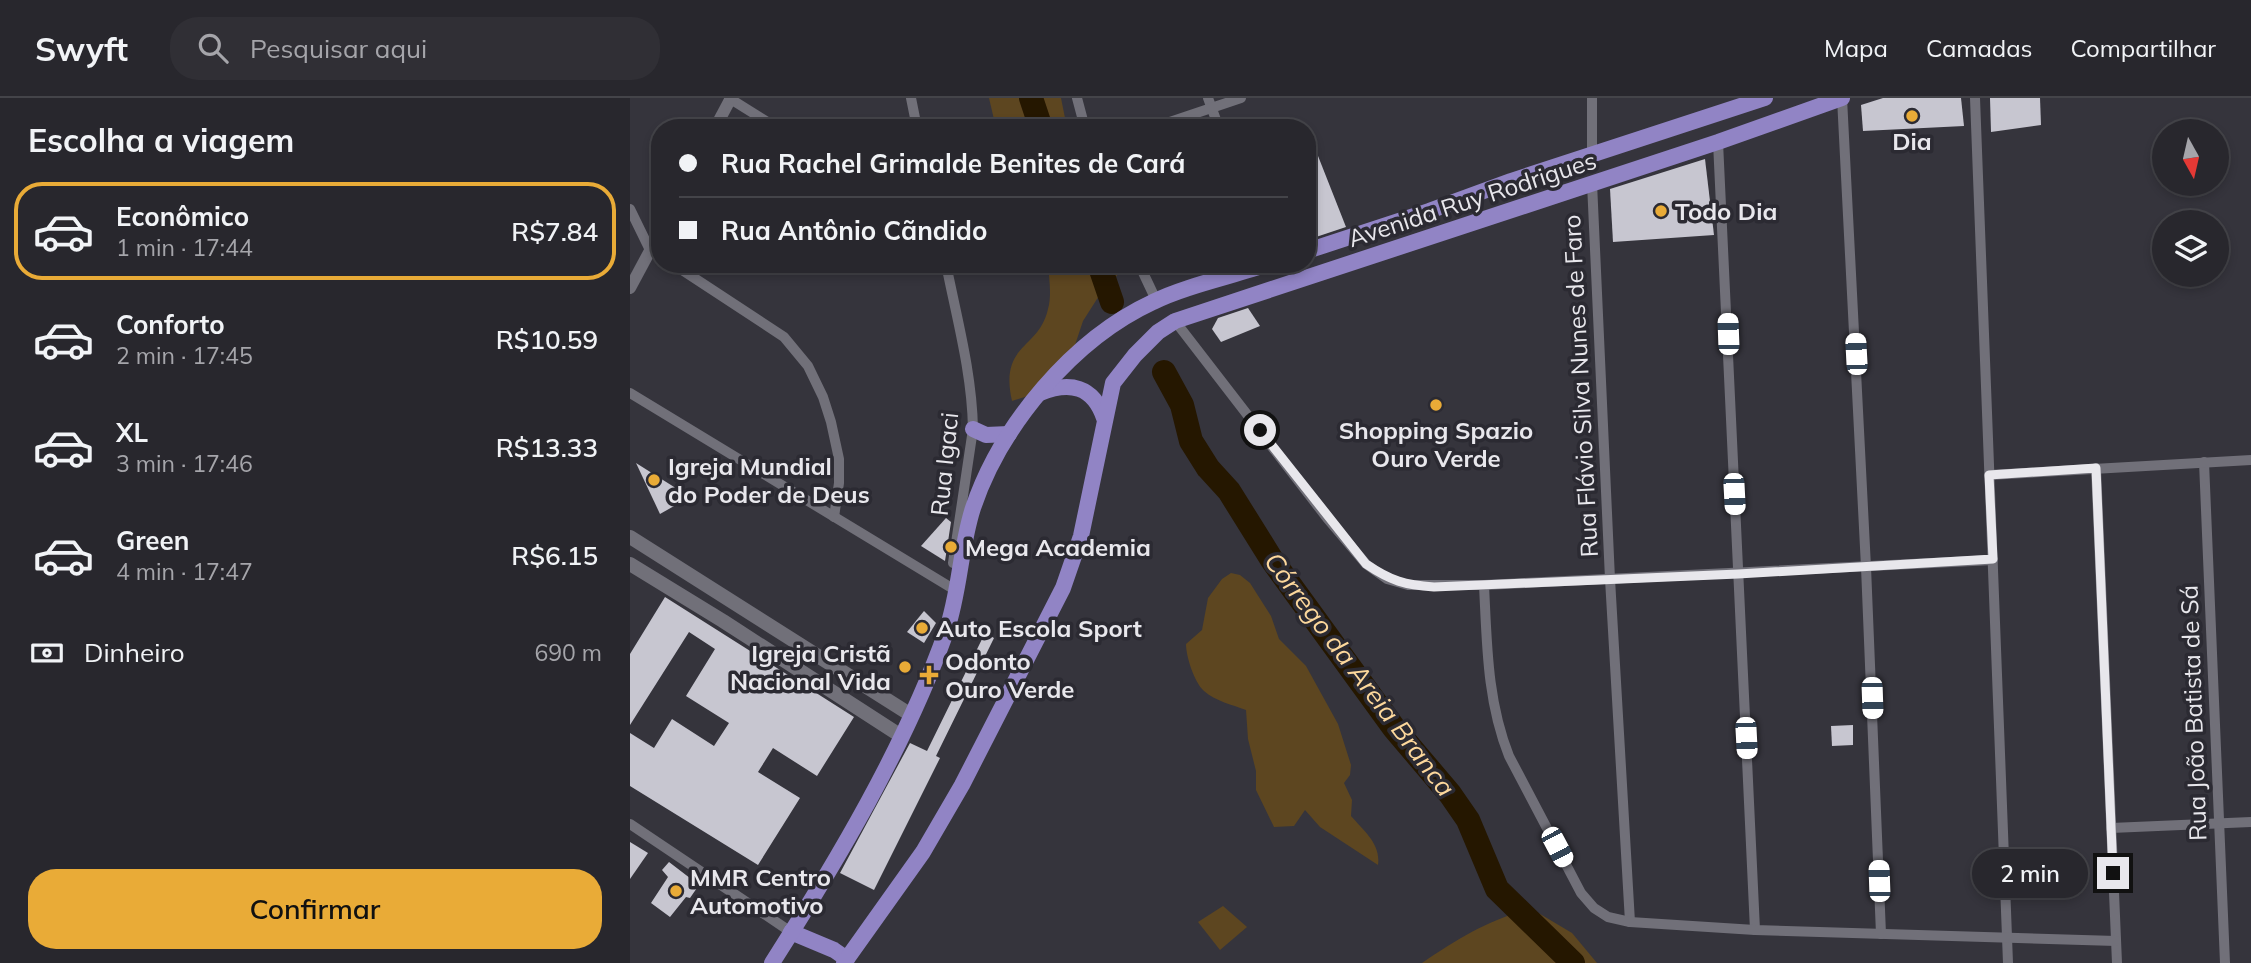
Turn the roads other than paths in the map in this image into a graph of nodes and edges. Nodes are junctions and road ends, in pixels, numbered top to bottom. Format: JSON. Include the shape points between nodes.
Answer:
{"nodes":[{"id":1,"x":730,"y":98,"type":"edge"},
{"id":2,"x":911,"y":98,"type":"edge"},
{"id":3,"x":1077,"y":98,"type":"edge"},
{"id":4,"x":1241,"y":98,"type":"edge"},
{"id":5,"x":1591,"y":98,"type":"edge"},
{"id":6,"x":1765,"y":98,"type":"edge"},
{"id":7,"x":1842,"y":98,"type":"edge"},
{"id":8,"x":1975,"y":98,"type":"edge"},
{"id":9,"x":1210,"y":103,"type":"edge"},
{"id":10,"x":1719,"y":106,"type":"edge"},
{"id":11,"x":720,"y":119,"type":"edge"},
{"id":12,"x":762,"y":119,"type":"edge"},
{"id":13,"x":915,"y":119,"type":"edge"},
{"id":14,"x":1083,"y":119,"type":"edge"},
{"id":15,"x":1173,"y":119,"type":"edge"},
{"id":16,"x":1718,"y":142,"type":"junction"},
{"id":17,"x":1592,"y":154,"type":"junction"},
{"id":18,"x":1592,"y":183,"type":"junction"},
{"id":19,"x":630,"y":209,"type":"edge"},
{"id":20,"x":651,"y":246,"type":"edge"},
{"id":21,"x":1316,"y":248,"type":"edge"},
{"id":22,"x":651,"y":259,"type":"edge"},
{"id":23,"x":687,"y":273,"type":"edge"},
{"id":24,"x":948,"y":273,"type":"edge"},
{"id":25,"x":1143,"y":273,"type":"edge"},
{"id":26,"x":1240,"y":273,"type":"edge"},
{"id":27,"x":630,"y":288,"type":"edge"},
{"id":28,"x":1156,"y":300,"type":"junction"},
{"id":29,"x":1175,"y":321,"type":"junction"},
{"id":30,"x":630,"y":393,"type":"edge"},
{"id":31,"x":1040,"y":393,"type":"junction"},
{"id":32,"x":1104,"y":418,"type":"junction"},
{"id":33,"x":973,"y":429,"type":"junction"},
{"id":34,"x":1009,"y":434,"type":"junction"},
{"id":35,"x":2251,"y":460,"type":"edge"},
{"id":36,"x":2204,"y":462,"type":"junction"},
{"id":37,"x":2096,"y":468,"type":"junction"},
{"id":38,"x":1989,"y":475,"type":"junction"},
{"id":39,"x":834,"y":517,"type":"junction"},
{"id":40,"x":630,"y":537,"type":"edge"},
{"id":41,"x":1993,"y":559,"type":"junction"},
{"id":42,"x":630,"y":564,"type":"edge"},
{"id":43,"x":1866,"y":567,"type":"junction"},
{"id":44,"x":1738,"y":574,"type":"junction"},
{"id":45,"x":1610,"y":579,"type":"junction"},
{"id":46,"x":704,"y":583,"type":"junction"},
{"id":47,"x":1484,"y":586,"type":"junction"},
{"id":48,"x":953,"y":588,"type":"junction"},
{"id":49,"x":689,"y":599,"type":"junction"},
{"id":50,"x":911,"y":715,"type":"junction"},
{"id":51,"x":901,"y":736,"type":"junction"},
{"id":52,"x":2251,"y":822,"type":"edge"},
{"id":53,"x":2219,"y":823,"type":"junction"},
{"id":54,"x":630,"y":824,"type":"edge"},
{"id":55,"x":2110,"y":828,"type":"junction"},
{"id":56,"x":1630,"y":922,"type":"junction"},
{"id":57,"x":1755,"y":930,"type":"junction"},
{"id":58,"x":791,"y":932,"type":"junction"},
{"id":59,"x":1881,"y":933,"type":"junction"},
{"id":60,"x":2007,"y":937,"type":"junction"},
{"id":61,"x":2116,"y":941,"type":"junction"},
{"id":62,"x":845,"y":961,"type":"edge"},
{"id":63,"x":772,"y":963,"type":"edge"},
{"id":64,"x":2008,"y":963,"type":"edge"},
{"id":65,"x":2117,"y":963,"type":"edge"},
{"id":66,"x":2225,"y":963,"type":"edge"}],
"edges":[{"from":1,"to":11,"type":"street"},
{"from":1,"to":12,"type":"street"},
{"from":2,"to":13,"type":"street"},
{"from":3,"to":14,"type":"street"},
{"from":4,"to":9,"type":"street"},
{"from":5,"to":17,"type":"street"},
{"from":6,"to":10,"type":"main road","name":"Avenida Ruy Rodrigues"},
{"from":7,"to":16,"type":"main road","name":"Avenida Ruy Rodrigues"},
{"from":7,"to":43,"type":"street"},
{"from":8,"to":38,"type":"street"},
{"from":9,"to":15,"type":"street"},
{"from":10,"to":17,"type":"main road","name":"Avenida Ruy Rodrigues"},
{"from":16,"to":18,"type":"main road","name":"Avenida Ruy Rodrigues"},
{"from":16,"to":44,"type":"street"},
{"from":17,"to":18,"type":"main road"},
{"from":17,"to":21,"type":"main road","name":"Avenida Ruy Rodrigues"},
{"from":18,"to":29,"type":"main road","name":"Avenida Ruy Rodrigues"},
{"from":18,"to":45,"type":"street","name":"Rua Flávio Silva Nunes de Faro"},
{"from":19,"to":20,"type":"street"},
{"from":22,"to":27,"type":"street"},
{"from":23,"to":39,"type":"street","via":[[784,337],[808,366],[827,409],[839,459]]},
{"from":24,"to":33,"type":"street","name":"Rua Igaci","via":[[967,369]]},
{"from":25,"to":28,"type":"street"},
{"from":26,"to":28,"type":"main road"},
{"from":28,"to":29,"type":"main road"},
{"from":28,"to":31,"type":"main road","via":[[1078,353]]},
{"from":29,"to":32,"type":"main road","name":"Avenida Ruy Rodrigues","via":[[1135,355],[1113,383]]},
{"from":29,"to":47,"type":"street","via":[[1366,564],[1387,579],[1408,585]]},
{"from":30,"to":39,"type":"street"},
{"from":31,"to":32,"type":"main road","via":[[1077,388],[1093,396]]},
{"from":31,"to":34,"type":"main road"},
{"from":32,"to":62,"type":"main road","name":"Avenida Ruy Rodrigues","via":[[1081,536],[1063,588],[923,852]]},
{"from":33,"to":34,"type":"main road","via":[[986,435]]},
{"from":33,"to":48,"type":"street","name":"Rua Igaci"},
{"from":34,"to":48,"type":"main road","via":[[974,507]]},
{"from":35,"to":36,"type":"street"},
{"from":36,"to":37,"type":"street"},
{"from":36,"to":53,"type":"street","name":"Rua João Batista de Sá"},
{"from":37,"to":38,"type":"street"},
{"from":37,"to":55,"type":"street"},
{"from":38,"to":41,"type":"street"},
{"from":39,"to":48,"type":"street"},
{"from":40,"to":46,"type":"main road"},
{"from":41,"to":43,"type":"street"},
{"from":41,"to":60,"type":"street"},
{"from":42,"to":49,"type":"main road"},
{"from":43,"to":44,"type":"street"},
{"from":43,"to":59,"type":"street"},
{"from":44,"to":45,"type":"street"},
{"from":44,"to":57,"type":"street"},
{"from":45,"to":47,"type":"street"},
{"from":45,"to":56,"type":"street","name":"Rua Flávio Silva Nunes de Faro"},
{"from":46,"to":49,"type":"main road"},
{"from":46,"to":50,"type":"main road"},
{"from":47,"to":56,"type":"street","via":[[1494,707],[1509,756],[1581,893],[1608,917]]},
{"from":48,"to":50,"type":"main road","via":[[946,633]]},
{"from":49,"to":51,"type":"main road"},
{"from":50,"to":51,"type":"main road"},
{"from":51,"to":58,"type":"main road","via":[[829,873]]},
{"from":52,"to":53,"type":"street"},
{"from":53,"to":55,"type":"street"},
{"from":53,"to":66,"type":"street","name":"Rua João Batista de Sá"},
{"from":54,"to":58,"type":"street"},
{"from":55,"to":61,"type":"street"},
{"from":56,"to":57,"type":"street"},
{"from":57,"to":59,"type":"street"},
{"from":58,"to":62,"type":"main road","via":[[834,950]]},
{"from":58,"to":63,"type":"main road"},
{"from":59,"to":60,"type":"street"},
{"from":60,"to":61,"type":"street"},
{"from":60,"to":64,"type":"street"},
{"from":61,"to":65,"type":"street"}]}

####

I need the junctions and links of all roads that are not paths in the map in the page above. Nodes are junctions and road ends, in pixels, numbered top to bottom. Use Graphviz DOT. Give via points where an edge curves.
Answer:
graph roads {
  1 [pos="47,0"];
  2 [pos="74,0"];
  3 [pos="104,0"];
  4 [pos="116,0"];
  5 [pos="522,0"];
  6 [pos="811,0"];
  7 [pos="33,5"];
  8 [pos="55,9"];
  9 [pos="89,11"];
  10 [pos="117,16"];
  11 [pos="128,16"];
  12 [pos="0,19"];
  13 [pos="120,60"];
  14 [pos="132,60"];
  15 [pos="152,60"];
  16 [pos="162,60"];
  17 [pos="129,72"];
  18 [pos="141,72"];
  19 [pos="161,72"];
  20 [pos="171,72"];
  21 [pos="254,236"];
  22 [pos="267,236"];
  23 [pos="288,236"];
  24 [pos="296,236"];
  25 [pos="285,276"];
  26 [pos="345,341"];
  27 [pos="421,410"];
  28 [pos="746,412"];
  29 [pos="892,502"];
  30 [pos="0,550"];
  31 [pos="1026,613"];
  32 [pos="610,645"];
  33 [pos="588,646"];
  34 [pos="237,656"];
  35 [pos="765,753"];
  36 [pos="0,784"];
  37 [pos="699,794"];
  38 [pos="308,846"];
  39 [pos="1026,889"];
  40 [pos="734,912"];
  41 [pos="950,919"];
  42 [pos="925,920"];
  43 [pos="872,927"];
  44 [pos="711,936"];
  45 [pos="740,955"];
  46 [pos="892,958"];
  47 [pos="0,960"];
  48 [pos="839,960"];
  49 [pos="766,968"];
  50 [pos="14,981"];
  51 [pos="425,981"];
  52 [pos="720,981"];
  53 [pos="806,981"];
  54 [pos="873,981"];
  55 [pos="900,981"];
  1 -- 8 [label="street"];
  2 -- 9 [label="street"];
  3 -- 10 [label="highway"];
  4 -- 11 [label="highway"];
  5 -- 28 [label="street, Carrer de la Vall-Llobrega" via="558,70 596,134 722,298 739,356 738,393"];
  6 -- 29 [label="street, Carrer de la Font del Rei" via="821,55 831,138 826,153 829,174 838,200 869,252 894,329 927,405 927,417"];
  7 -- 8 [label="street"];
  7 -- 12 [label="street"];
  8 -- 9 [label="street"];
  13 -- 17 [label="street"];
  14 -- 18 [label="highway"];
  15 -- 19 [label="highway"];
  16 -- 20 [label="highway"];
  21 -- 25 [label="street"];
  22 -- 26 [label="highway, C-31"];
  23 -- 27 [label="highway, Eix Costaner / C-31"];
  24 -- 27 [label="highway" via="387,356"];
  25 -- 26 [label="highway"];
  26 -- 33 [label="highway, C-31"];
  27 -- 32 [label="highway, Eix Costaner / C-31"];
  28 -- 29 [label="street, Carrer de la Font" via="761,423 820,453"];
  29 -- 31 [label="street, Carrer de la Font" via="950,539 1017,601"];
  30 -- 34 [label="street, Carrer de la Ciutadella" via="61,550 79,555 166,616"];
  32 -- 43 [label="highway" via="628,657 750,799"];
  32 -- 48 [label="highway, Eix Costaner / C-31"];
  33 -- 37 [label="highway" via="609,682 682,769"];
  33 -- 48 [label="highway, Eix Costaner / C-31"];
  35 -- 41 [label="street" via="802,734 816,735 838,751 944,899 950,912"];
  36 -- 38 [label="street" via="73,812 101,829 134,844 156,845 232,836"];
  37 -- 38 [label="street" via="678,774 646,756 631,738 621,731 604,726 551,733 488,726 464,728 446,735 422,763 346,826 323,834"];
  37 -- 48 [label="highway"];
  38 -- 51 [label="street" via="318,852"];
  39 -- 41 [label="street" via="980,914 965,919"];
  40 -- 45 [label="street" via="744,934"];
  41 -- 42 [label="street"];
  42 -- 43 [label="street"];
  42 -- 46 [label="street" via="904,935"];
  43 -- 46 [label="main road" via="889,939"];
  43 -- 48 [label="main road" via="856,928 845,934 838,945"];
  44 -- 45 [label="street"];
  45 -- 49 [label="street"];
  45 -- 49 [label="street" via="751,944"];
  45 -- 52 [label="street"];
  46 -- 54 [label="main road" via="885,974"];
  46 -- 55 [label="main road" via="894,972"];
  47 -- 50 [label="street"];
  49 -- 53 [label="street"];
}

####

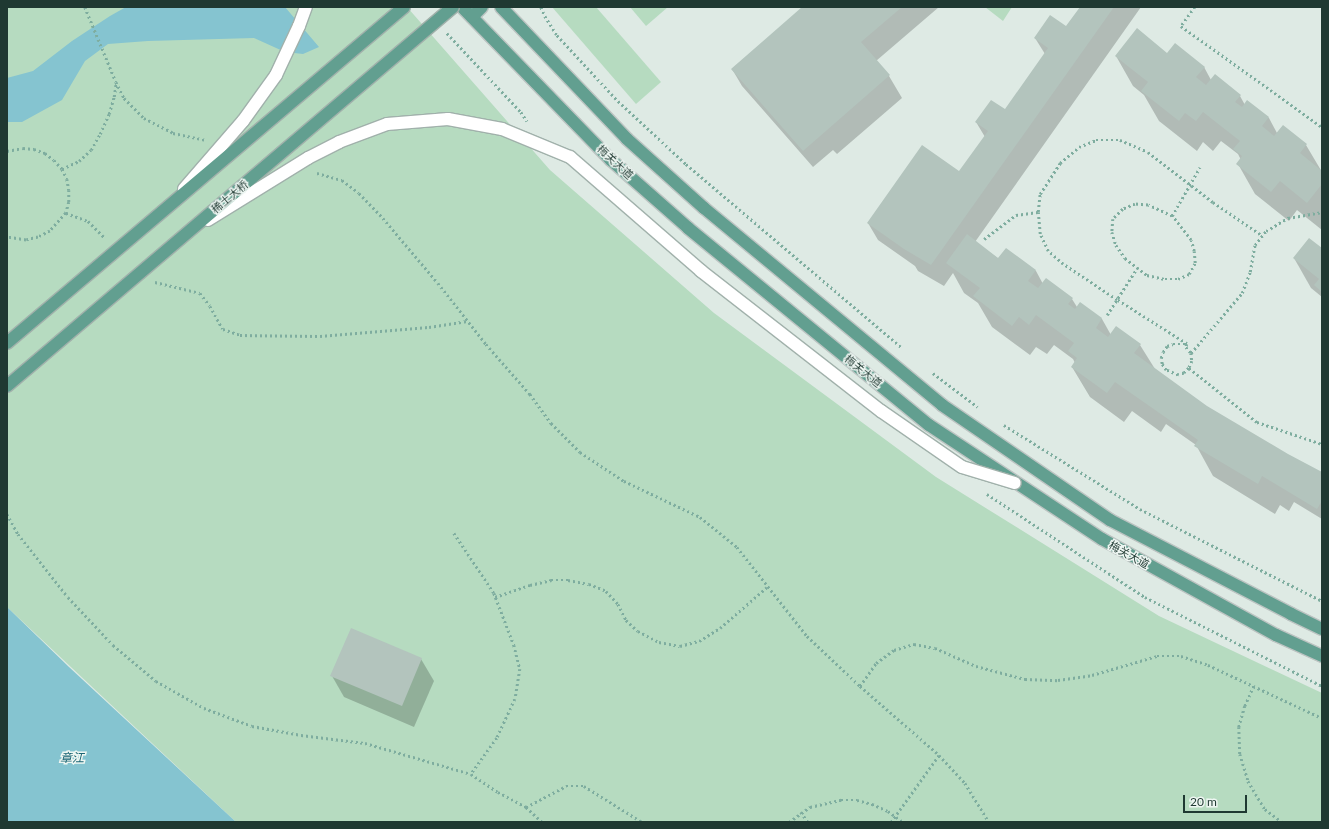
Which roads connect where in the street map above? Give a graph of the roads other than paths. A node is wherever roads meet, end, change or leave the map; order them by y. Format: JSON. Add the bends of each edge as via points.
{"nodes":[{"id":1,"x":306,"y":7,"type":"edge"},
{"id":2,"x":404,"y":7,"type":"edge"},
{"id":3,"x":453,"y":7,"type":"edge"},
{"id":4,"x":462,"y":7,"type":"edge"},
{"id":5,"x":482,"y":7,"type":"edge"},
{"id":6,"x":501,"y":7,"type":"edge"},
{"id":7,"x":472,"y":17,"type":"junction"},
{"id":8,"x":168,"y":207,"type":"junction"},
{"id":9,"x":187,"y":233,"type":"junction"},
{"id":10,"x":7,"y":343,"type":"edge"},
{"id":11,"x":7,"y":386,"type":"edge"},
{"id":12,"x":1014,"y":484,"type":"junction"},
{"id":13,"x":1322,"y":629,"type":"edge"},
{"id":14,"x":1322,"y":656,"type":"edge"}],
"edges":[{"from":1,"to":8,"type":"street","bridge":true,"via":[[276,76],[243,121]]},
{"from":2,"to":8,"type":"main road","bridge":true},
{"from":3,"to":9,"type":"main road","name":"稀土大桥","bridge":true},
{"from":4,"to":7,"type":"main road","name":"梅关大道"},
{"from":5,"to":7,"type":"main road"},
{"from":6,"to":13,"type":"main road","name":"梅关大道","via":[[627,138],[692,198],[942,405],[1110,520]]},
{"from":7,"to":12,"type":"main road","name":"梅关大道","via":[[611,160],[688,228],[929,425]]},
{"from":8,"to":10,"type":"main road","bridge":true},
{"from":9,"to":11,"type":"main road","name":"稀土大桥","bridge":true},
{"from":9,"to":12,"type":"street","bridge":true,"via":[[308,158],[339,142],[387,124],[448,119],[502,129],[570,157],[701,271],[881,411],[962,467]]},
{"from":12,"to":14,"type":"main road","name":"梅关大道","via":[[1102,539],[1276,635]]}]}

####

Track down all lines above with the string "Igaci" and copy them.

### RESPONSE AREA
{"from":24,"to":33,"type":"street","name":"Rua Igaci","via":[[967,369]]},
{"from":33,"to":48,"type":"street","name":"Rua Igaci"},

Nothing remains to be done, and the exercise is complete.